YOUR TASK: Each line below is to be repeated exactly; any picture is to be left out.

DATASET RECORDS:
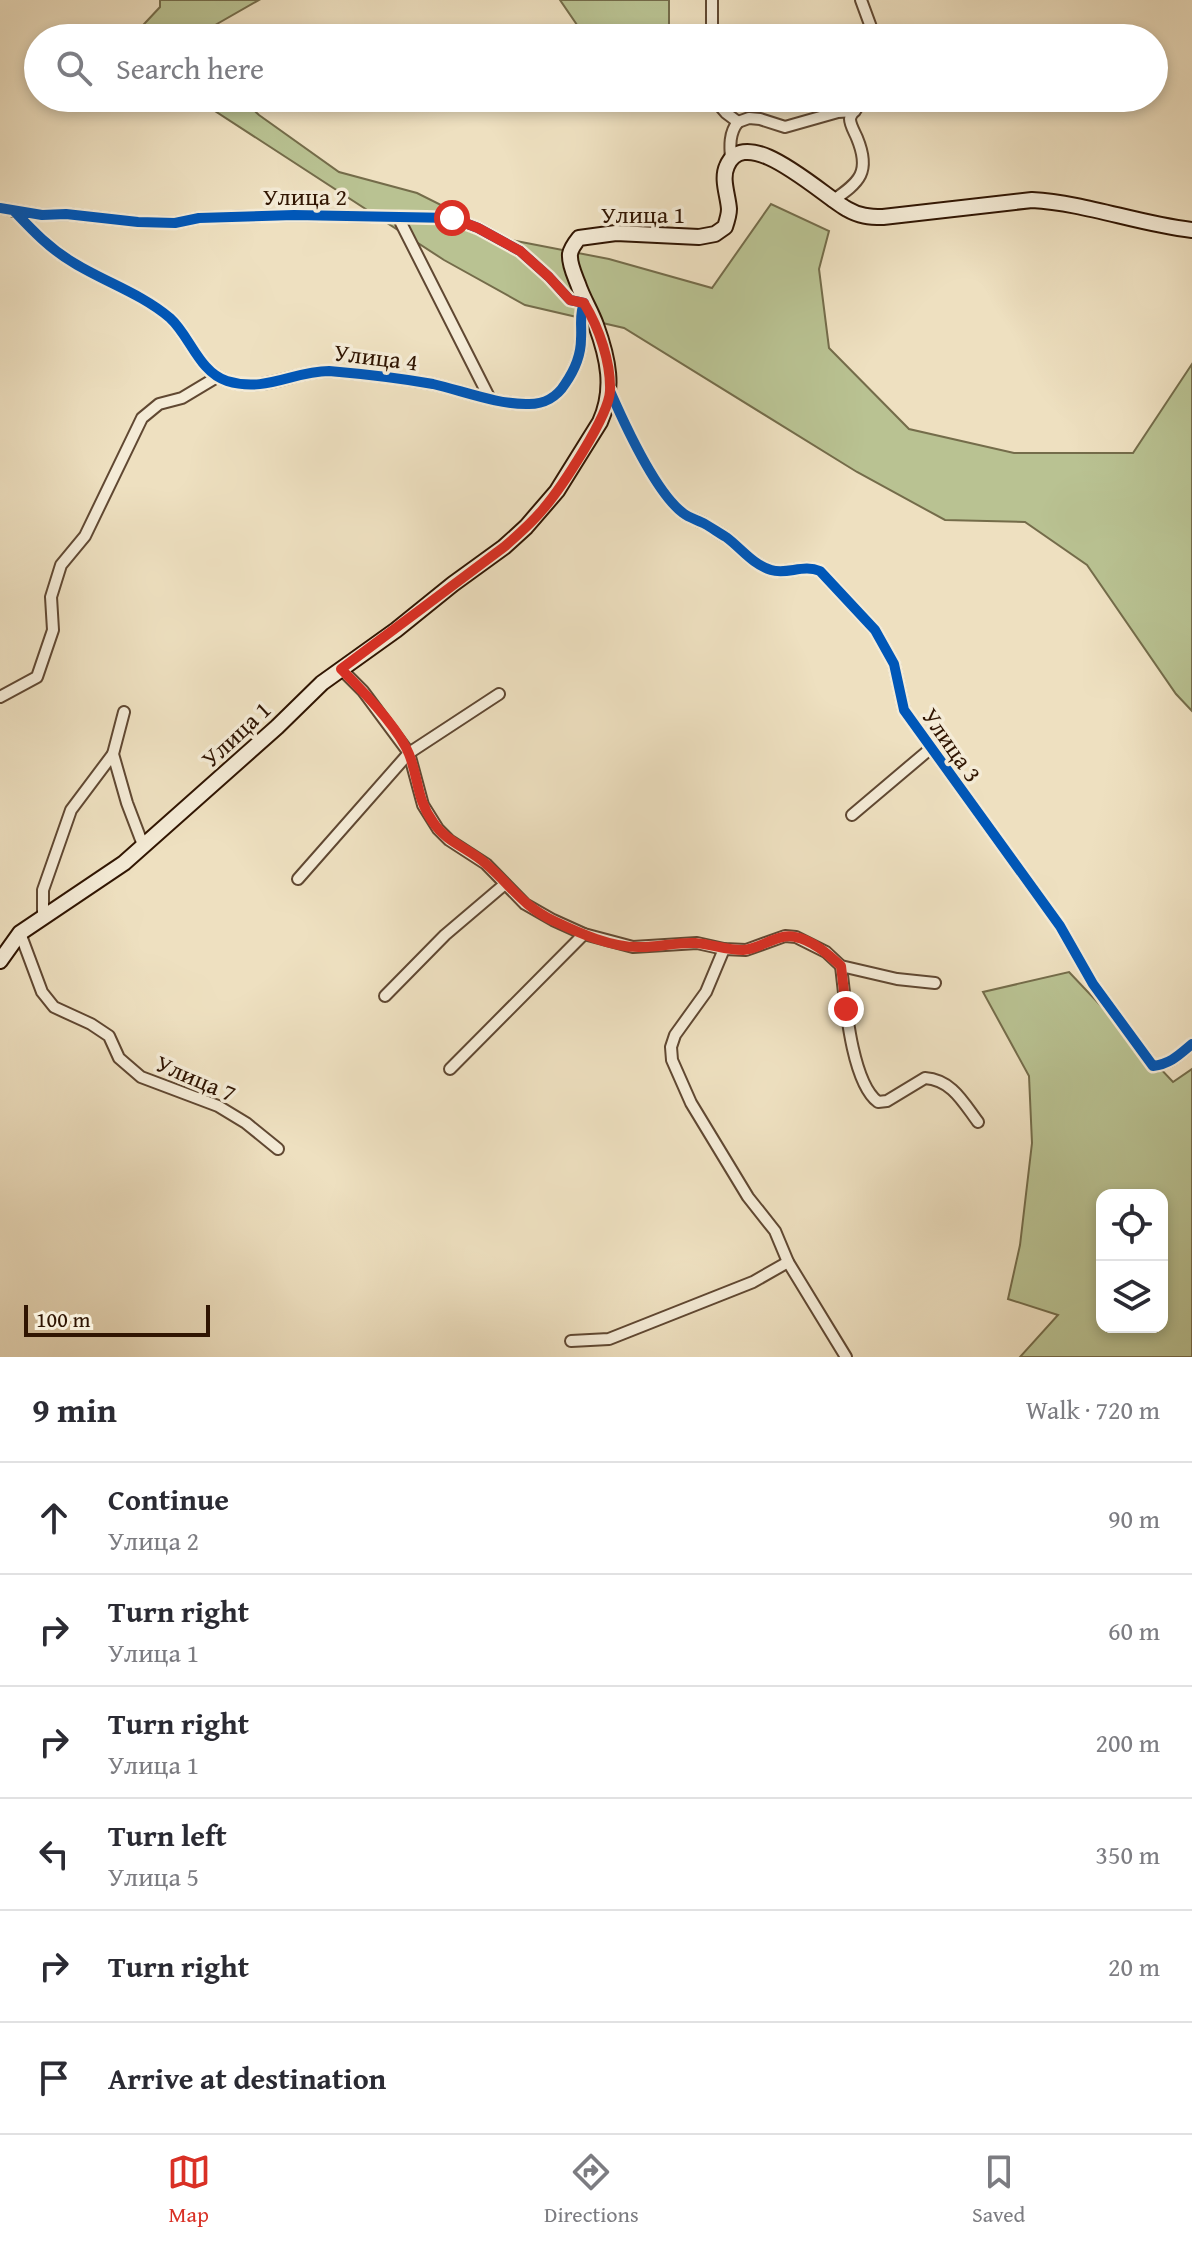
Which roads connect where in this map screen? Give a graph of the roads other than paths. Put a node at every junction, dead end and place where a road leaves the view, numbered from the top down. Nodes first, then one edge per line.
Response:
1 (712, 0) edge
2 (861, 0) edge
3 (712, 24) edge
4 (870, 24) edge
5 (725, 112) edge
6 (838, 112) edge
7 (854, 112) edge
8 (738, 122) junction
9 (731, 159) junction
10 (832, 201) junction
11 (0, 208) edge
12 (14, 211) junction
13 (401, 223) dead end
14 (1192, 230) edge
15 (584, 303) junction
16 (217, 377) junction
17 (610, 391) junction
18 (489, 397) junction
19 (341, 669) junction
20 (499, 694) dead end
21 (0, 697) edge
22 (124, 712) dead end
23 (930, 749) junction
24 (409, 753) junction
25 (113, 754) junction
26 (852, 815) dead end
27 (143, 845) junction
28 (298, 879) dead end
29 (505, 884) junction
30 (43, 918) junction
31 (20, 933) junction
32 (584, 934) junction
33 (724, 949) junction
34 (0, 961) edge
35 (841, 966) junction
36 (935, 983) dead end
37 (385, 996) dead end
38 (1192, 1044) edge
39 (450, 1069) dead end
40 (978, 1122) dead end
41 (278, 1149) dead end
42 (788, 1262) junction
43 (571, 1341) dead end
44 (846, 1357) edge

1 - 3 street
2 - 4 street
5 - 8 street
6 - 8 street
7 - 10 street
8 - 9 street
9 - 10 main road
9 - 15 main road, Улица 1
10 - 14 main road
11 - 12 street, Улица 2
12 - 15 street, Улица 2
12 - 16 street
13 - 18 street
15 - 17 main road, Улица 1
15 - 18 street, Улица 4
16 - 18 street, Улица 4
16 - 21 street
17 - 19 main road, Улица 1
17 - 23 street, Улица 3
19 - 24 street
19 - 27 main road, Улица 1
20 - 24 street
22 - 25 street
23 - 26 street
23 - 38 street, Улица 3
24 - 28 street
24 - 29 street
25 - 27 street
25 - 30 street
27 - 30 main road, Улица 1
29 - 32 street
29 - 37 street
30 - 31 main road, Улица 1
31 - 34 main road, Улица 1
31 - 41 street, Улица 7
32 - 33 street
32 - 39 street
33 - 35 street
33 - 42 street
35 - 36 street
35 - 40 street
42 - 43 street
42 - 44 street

OUTPUT FOR THIS EXERCISE:
Which roads connect where in this map screen? Give a graph of the roads other than paths. Put a node at every junction, dead end and place where a road leaves the view, numbered from the top down. Nodes first, then one edge per line.
Response:
1 (712, 0) edge
2 (861, 0) edge
3 (712, 24) edge
4 (870, 24) edge
5 (725, 112) edge
6 (838, 112) edge
7 (854, 112) edge
8 (738, 122) junction
9 (731, 159) junction
10 (832, 201) junction
11 (0, 208) edge
12 (14, 211) junction
13 (401, 223) dead end
14 (1192, 230) edge
15 (584, 303) junction
16 (217, 377) junction
17 (610, 391) junction
18 (489, 397) junction
19 (341, 669) junction
20 (499, 694) dead end
21 (0, 697) edge
22 (124, 712) dead end
23 (930, 749) junction
24 (409, 753) junction
25 (113, 754) junction
26 (852, 815) dead end
27 (143, 845) junction
28 (298, 879) dead end
29 (505, 884) junction
30 (43, 918) junction
31 (20, 933) junction
32 (584, 934) junction
33 (724, 949) junction
34 (0, 961) edge
35 (841, 966) junction
36 (935, 983) dead end
37 (385, 996) dead end
38 (1192, 1044) edge
39 (450, 1069) dead end
40 (978, 1122) dead end
41 (278, 1149) dead end
42 (788, 1262) junction
43 (571, 1341) dead end
44 (846, 1357) edge

1 - 3 street
2 - 4 street
5 - 8 street
6 - 8 street
7 - 10 street
8 - 9 street
9 - 10 main road
9 - 15 main road, Улица 1
10 - 14 main road
11 - 12 street, Улица 2
12 - 15 street, Улица 2
12 - 16 street
13 - 18 street
15 - 17 main road, Улица 1
15 - 18 street, Улица 4
16 - 18 street, Улица 4
16 - 21 street
17 - 19 main road, Улица 1
17 - 23 street, Улица 3
19 - 24 street
19 - 27 main road, Улица 1
20 - 24 street
22 - 25 street
23 - 26 street
23 - 38 street, Улица 3
24 - 28 street
24 - 29 street
25 - 27 street
25 - 30 street
27 - 30 main road, Улица 1
29 - 32 street
29 - 37 street
30 - 31 main road, Улица 1
31 - 34 main road, Улица 1
31 - 41 street, Улица 7
32 - 33 street
32 - 39 street
33 - 35 street
33 - 42 street
35 - 36 street
35 - 40 street
42 - 43 street
42 - 44 street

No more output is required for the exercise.